Несмотря на то, что американские делегаты — в силу разного рода обстоятельств — так и не попали на Панамский конгресс73, инструкции, данные им госсекретарем Клеем, заслуживают пристального внимания. Главной темой в них стала необходимость соблюдения строгого нейтралитета. США были готовы стать посредником в заключении мира между бывшими испанскими колониями и Мадридом, однако вхождение в панамериканский союз и более активное проявление панамериканской солидарности не отвечало их государственным интересам, так как привело бы к ненужным осложнениям с Испанией и в результате — со всей Европой. Нейтралитет также предусматривал невмешательство Вашингтона в отношения между странами Южного полушария, например в аргентино-бразильский военный конфликт74. В области морского права Клей в соответствии с традиционным для США принципом свободы морей предлагал американским делегатам отстаивать действия по либерализации правил мореплавания. Фритрейдерские принципы заключались в том, что: 1) каперство запрещается, 2) нейтральный товар под неприятельским флагом не подлежит захвату за исключением военной контрабанды, 3) блокада признаётся только в том случае, если она установлена de facto75. Другое предложение США на Панамском конгрессе должно было касаться свободы «перевозочной» торговли, под которой подразумевалась отмена запретительных пошлин. Соблюдение этого принципа нанесло бы определенный удар по коммерции «владычицы морей», основывавшейся вплоть до середины 40-х годов XIX в. на принципах протекционизма.

Проблема формы правления в новых государствах, по признанию самого госсекретаря, принадлежала к числу наиболее деликатных. С одной стороны, все латиноамериканские государства, кроме португалоязычной Бразилии, являлись республиками. С другой стороны, в США было известно о намерениях европейских дворов склонить Боливара к установлению монархий в Латинской Америке. С третьей же стороны, один из основных постулатов «Принципов 1823 года», а именно доктрина «двух сфер», основывался на аргументации, что существует принципиальная и непреодолимая разница в формах правления Старого и Нового Света. В связи со всем этим американским делегатам предписывалось избегать дискуссий на эту тему. Конечно, объяснял Клей, граждане США предпочитают республиканскую форму правления всем другим, однако они совершенно не имеют в виду рекомендовать или тем более навязывать ее другим государствам. Вместе с тем они не могут оставаться полностью равнодушными к этой проблеме, ведь от этого зависит счастье и благополучие того или другого народа, однако позиция США должна сводиться «скорее к чувству симпатии, нежели руководству к действию». Таким образом, снова и снова невмешательство во внутренние дела других государств провозглашалось в качестве краеугольного принципа внешней политики США. При этом американским делегатам рекомендовалось напоминать о «священном долге любого государства отвергать кщсой бы то ни было иностранный диктат в своих внутренних делах»76. Можно утверждать, что, не считая себя пока достаточно сильным государством для того, чтобы открыто влиять на внутренние дела своих южных соседей, США намеревались предостеречь последних от допущения вмешательства в их внутригосударственные проблемы более могущественных держав.

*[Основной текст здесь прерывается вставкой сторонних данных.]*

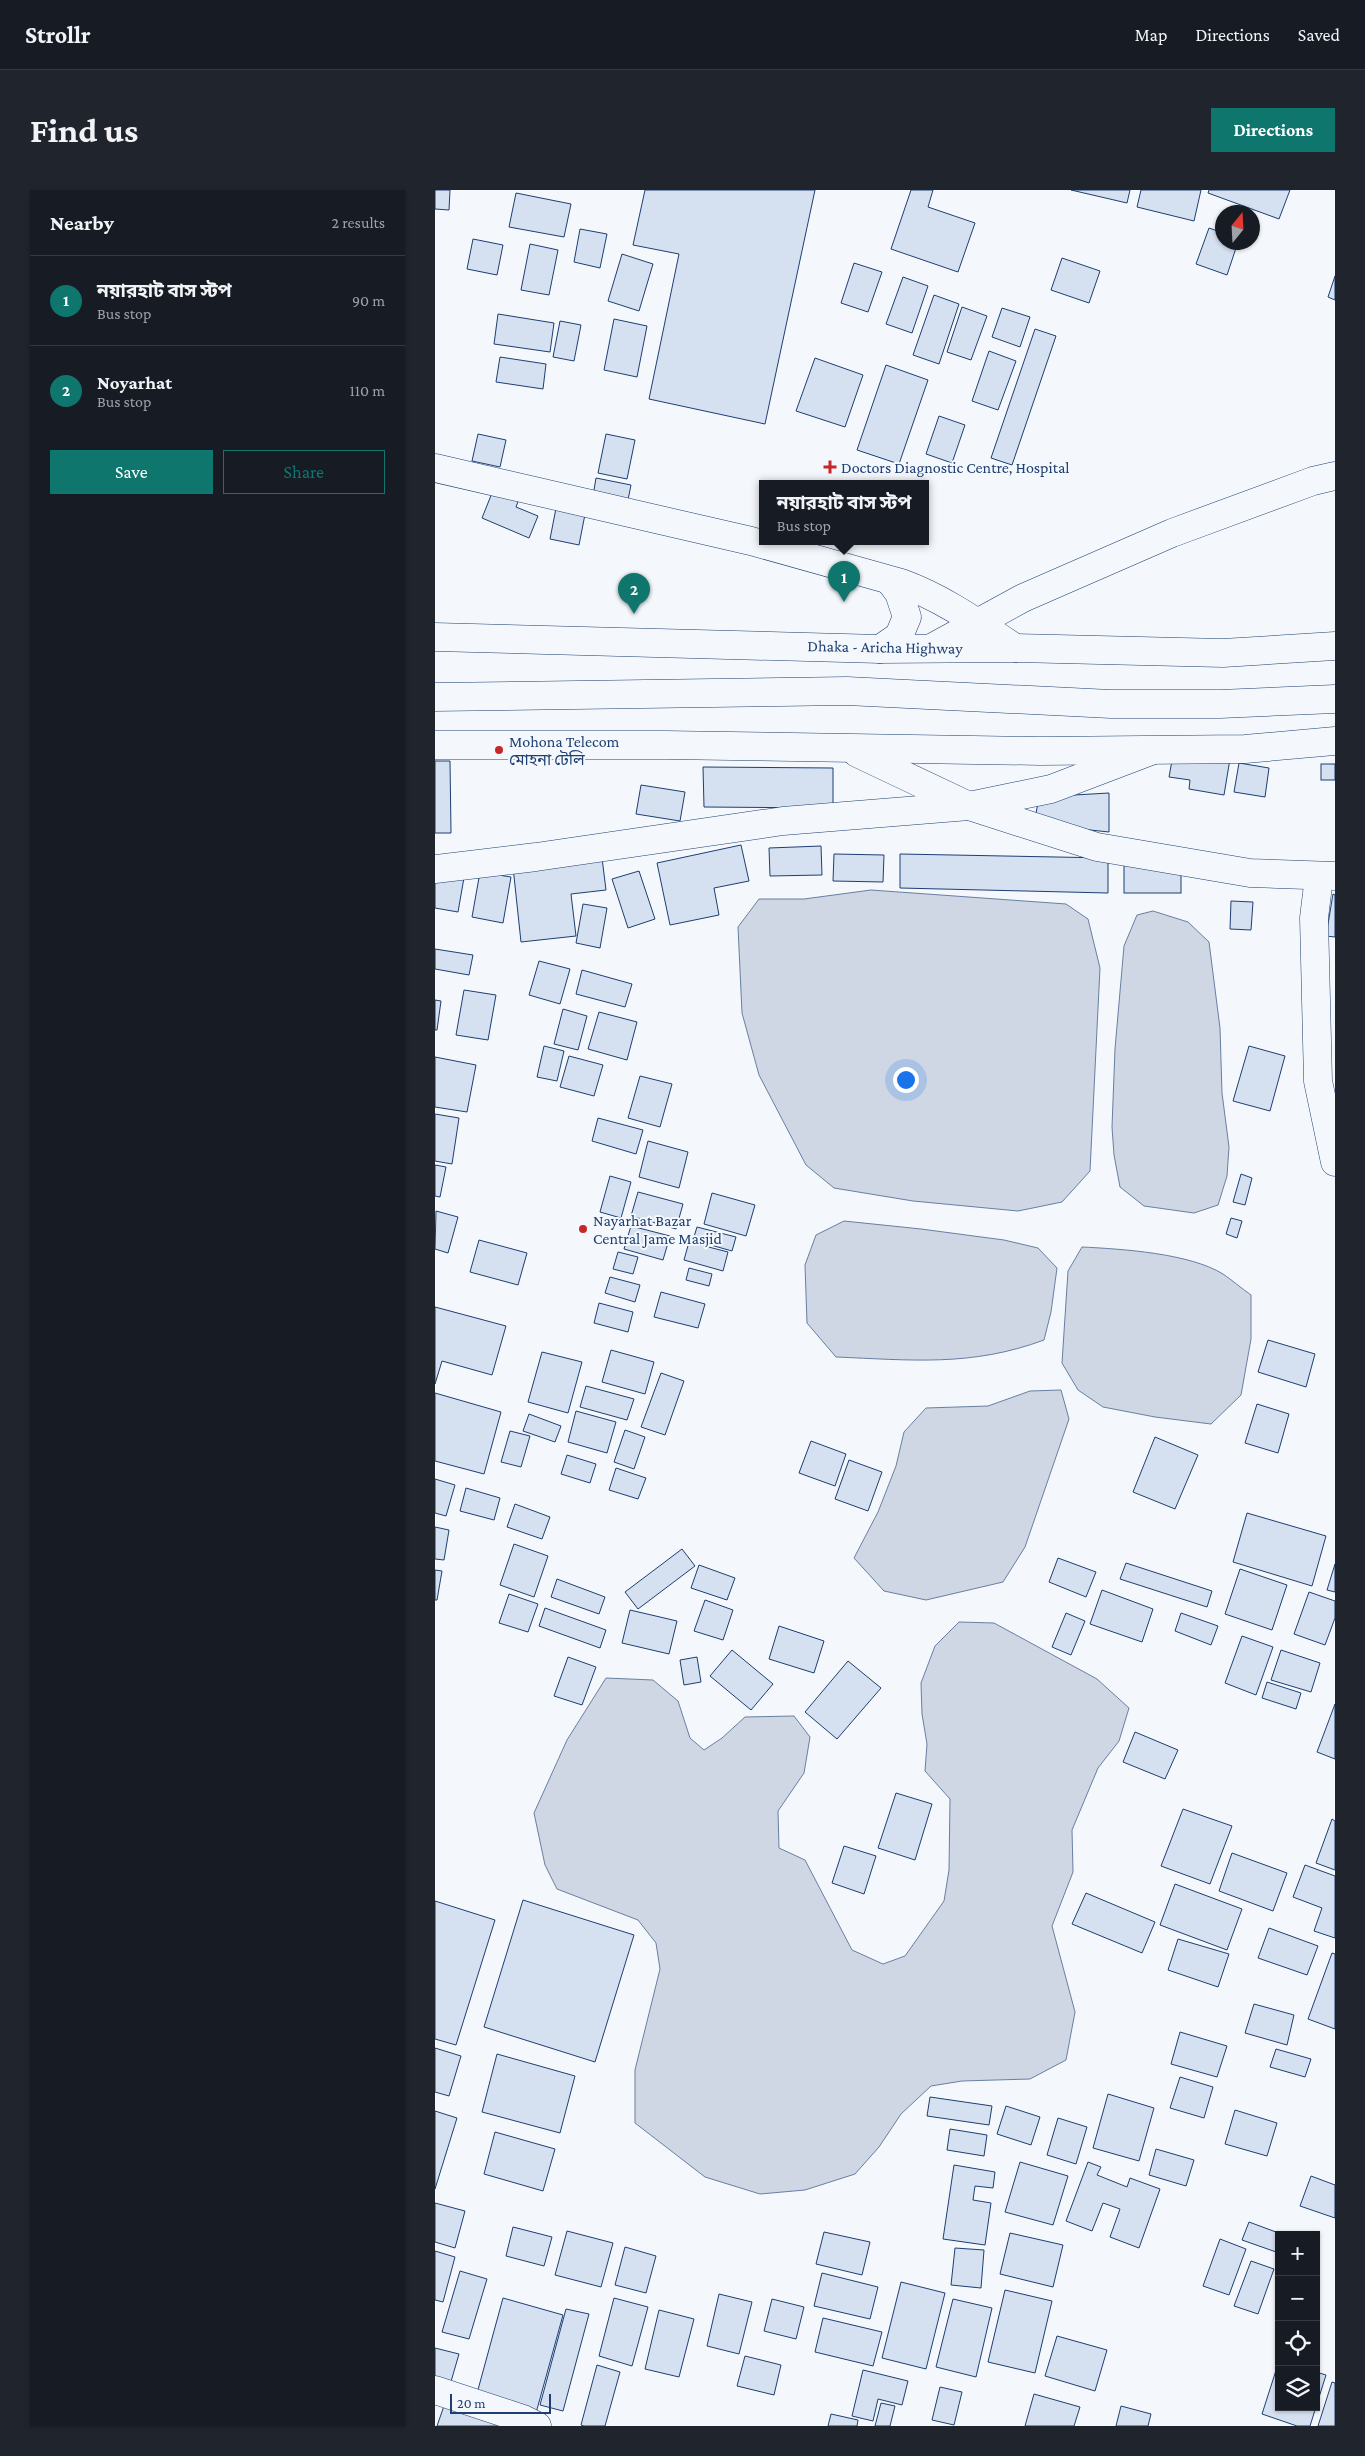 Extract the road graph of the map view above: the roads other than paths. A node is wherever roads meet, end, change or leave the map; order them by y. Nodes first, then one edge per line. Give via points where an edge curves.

В повестку дня делегатов конгресса могли, с точки зрения госсекретаря, войти и вопросы, касающиеся свободы совести. В этой связи рекомендовалось подчеркивать преимущества установления принципов веротерпимости на территории молодых государств. Эта проблема была не менее деликатна, чем вопрос о государственном устройстве: как известно, католическая церковь в Латинской Америке имела статус не только официальной, но и фактически единственной.

Важным пунктом инструкций являлась ситуация на Кубе и в Пуэрто-Рико, по-прежнему находившихся под властью Испании. Особенно в связи с Кубой американским делегатам было рекомендовано проявлять определенную жесткость, не боясь риска ухудшения отношений с Мексикой и Колумбией, которые, как опасался Клей, могли пойти на аннексию острова. В случае изменения статуса Кубы (либо ее присоединения к соседям по Карибскому морю, либо в случае получения ею независимости, особенно с помощью Англии), существовавший баланс сил в регионе мог оказаться под угрозой. А.А. Исэров считает, что на том этапе «сохранение status quo в Карибском бассейне представлялось важнейшим национальным приоритетом США во внешней политике»77.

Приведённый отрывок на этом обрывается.